* **Collected data**:
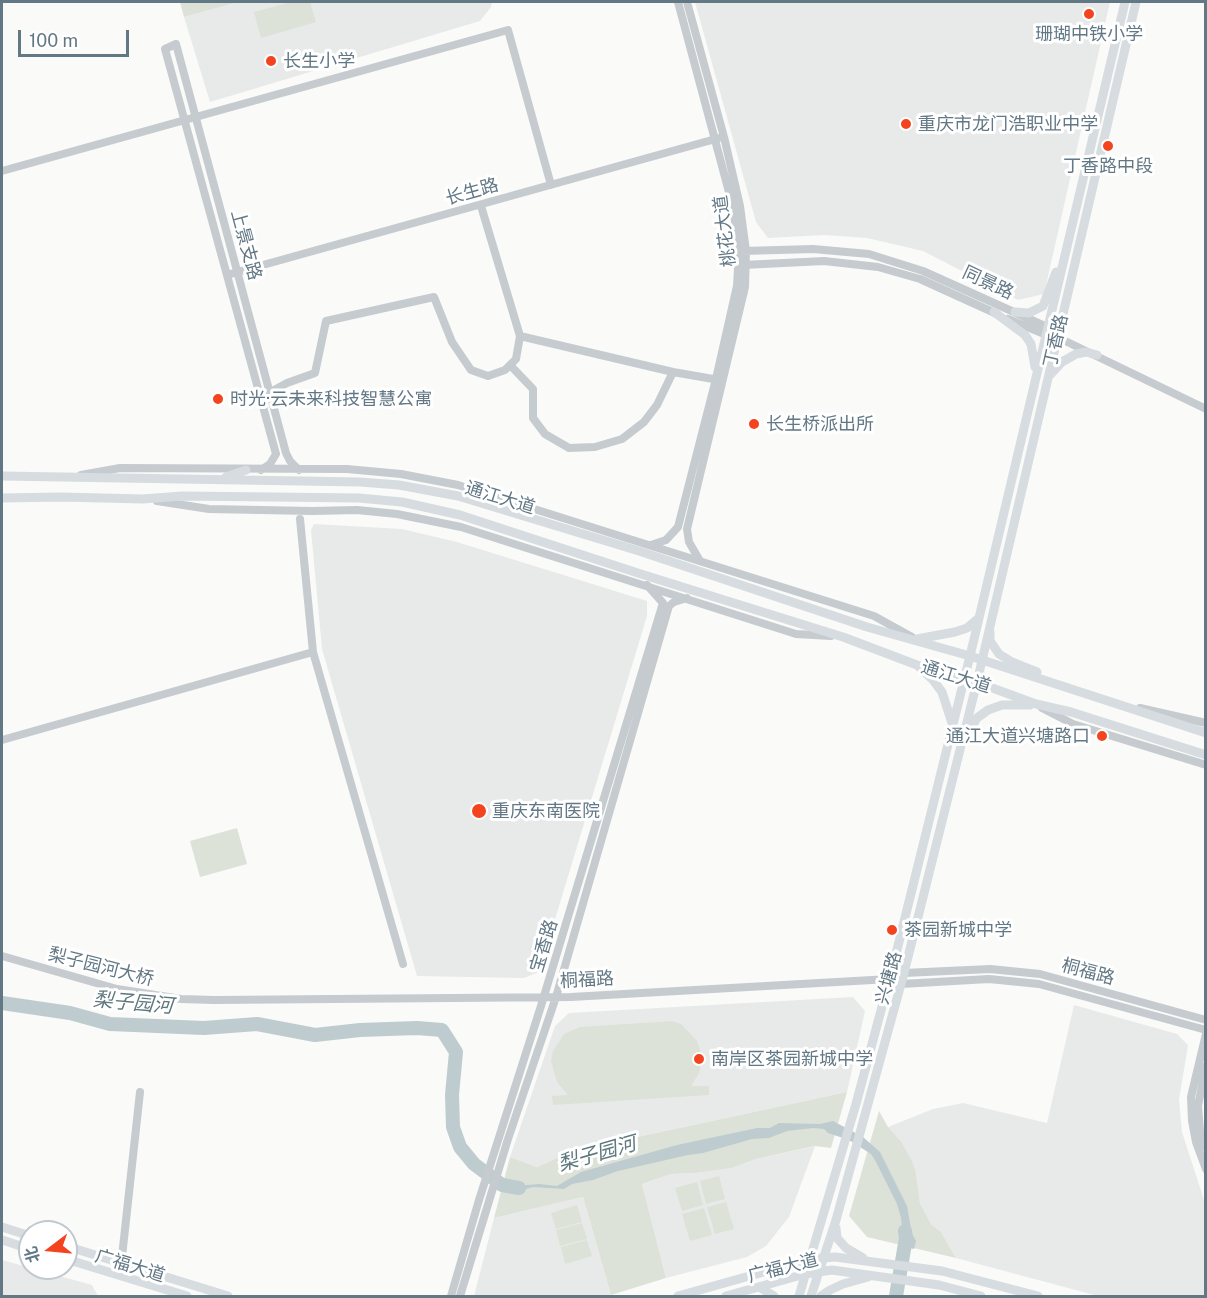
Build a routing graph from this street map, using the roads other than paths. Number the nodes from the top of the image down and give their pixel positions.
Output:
1 (678, 2) edge
2 (687, 2) edge
3 (1125, 2) edge
4 (1136, 2) edge
5 (196, 117) junction
6 (184, 120) junction
7 (720, 138) junction
8 (2, 171) edge
9 (551, 186) junction
10 (481, 206) junction
11 (742, 251) junction
12 (1063, 259) junction
13 (742, 265) junction
14 (238, 272) junction
15 (227, 275) junction
16 (994, 312) junction
17 (1015, 312) junction
18 (1046, 332) junction
19 (520, 336) junction
20 (1057, 337) junction
21 (1097, 355) junction
22 (510, 365) junction
23 (673, 372) junction
24 (1036, 375) junction
25 (720, 380) junction
26 (1047, 380) junction
27 (270, 393) junction
28 (261, 398) junction
29 (1206, 409) edge
30 (246, 470) junction
31 (261, 470) junction
32 (299, 470) junction
33 (2, 477) edge
34 (63, 478) junction
35 (218, 480) junction
36 (3, 498) edge
37 (143, 498) junction
38 (282, 510) junction
39 (312, 511) junction
40 (300, 519) junction
41 (651, 545) junction
42 (700, 561) junction
43 (647, 585) junction
44 (687, 598) junction
45 (666, 605) junction
46 (979, 618) junction
47 (989, 623) junction
48 (843, 637) junction
49 (916, 639) junction
50 (313, 652) junction
51 (970, 656) junction
52 (981, 659) junction
53 (917, 665) junction
54 (965, 678) junction
55 (976, 682) junction
56 (1065, 687) junction
57 (1110, 702) junction
58 (1036, 704) junction
59 (1206, 723) edge
60 (953, 724) junction
61 (1206, 733) edge
62 (2, 740) edge
63 (959, 751) junction
64 (1206, 755) edge
65 (1206, 765) edge
66 (2, 956) edge
67 (403, 964) dead end
68 (904, 974) junction
69 (890, 980) junction
70 (901, 984) junction
71 (544, 997) junction
72 (556, 997) junction
73 (214, 1000) joint
74 (1206, 1020) edge
75 (1206, 1032) edge
76 (1206, 1066) edge
77 (140, 1092) dead end
78 (1206, 1147) edge
79 (1206, 1169) edge
80 (836, 1220) junction
81 (2, 1227) edge
82 (18, 1232) edge
83 (2, 1240) edge
84 (18, 1245) edge
85 (78, 1250) edge
86 (824, 1258) junction
87 (810, 1260) junction
88 (867, 1260) junction
89 (78, 1263) edge
90 (121, 1263) junction
91 (819, 1271) junction
92 (805, 1274) junction
93 (120, 1275) junction
94 (874, 1276) junction
95 (759, 1287) junction
96 (188, 1296) edge
97 (228, 1296) edge
98 (452, 1296) edge
99 (460, 1296) edge
100 (678, 1296) edge
101 (726, 1296) edge
102 (774, 1296) edge
103 (799, 1296) edge
104 (811, 1296) edge
105 (821, 1296) edge
106 (981, 1296) edge
107 (1038, 1296) edge

1 - 7 street, 桃花大道
2 - 7 street, 桃花大道
3 - 12 main road, 丁香路
4 - 20 main road, 丁香路
5 - 6 street
5 - 6 street, 上景支路
5 - 9 street
5 - 14 street, 上景支路
6 - 8 street
6 - 15 street, 上景支路
7 - 9 street, 长生路
7 - 11 street, 桃花大道
9 - 10 street, 长生路
10 - 14 street, 长生路
10 - 19 street
11 - 13 street, 桃花大道
11 - 17 street, 同景路
12 - 17 main road
12 - 18 main road, 丁香路
13 - 16 street
13 - 25 street, 桃花大道
14 - 15 street, 长生路
14 - 27 street, 上景支路
15 - 28 street, 上景支路
16 - 18 street
16 - 24 main road
17 - 18 street, 同景路
18 - 20 street, 同景路
18 - 24 main road, 丁香路
19 - 22 street
19 - 23 street
20 - 21 street, 同景路
20 - 26 main road, 丁香路
21 - 26 main road
21 - 29 street, 同景路
22 - 23 street
22 - 27 street
23 - 25 street
24 - 46 main road, 丁香路
25 - 41 street, 桃花大道
25 - 42 street, 桃花大道
26 - 47 main road, 丁香路
27 - 28 street
27 - 32 street, 上景支路
28 - 31 street, 上景支路
30 - 31 street, 通江大道
30 - 34 street, 通江大道
30 - 35 main road
31 - 32 street, 通江大道
32 - 41 street, 通江大道
33 - 34 main road, 通江大道
34 - 35 main road, 通江大道
35 - 49 main road, 通江大道
36 - 37 main road, 通江大道
37 - 38 street, 通江大道
37 - 48 main road, 通江大道
38 - 39 street, 通江大道
38 - 40 street
39 - 40 street
39 - 43 street, 通江大道
40 - 50 street
41 - 42 street, 通江大道
42 - 49 street, 通江大道
43 - 44 street, 通江大道
43 - 45 street
44 - 45 street
44 - 48 street, 通江大道
45 - 71 street, 宝香路
45 - 72 street, 宝香路
46 - 49 main road
46 - 51 main road, 丁香路
47 - 52 main road, 丁香路
47 - 56 main road
48 - 53 main road, 通江大道
49 - 51 main road, 通江大道
50 - 62 street
50 - 67 street
51 - 52 main road, 通江大道
51 - 54 main road, 兴塘路
52 - 55 main road, 丁香路
52 - 56 main road, 通江大道
53 - 54 main road, 通江大道
53 - 60 main road
54 - 55 main road, 通江大道
54 - 60 main road, 兴塘路
55 - 58 main road, 通江大道
55 - 63 main road, 兴塘路
56 - 57 main road, 通江大道
57 - 59 street, 通江大道
57 - 61 main road, 通江大道
58 - 63 main road
58 - 64 main road, 通江大道
58 - 65 street, 通江大道
60 - 69 main road, 兴塘路
63 - 68 main road, 兴塘路
66 - 73 street, 梨子园河大桥
68 - 69 street, 桐福路
68 - 70 main road, 兴塘路
68 - 74 street, 桐福路
69 - 70 street, 桐福路
69 - 72 street, 桐福路
69 - 87 main road, 兴塘路
70 - 75 street, 桐福路
70 - 80 main road, 兴塘路
71 - 72 street, 桐福路
71 - 73 street, 桐福路
71 - 98 street, 宝香路
72 - 99 street, 宝香路
75 - 79 street
76 - 78 street
77 - 90 street
80 - 86 main road, 兴塘路
80 - 88 main road
81 - 82 main road
83 - 84 main road
85 - 90 main road, 广福大道
86 - 87 main road, 广福大道
86 - 88 main road, 广福大道
86 - 91 main road, 兴塘路
87 - 92 main road, 兴塘路
87 - 100 main road, 广福大道
88 - 107 main road, 广福大道
89 - 93 main road, 广福大道
90 - 93 street
90 - 97 main road, 广福大道
91 - 92 main road, 广福大道
91 - 94 main road, 广福大道
91 - 104 main road, 兴塘路
92 - 95 main road, 广福大道
92 - 103 main road, 兴塘路
93 - 96 main road, 广福大道
94 - 105 main road
94 - 106 main road, 广福大道
95 - 101 main road, 广福大道
95 - 102 main road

* **WHAT YOU HAVE TO DO**: Each line in the data that has the word "桃花大道" counts once; state how many such lines there are, without comment.

* **SOLUTION FOR THIS PROBLEM**: 7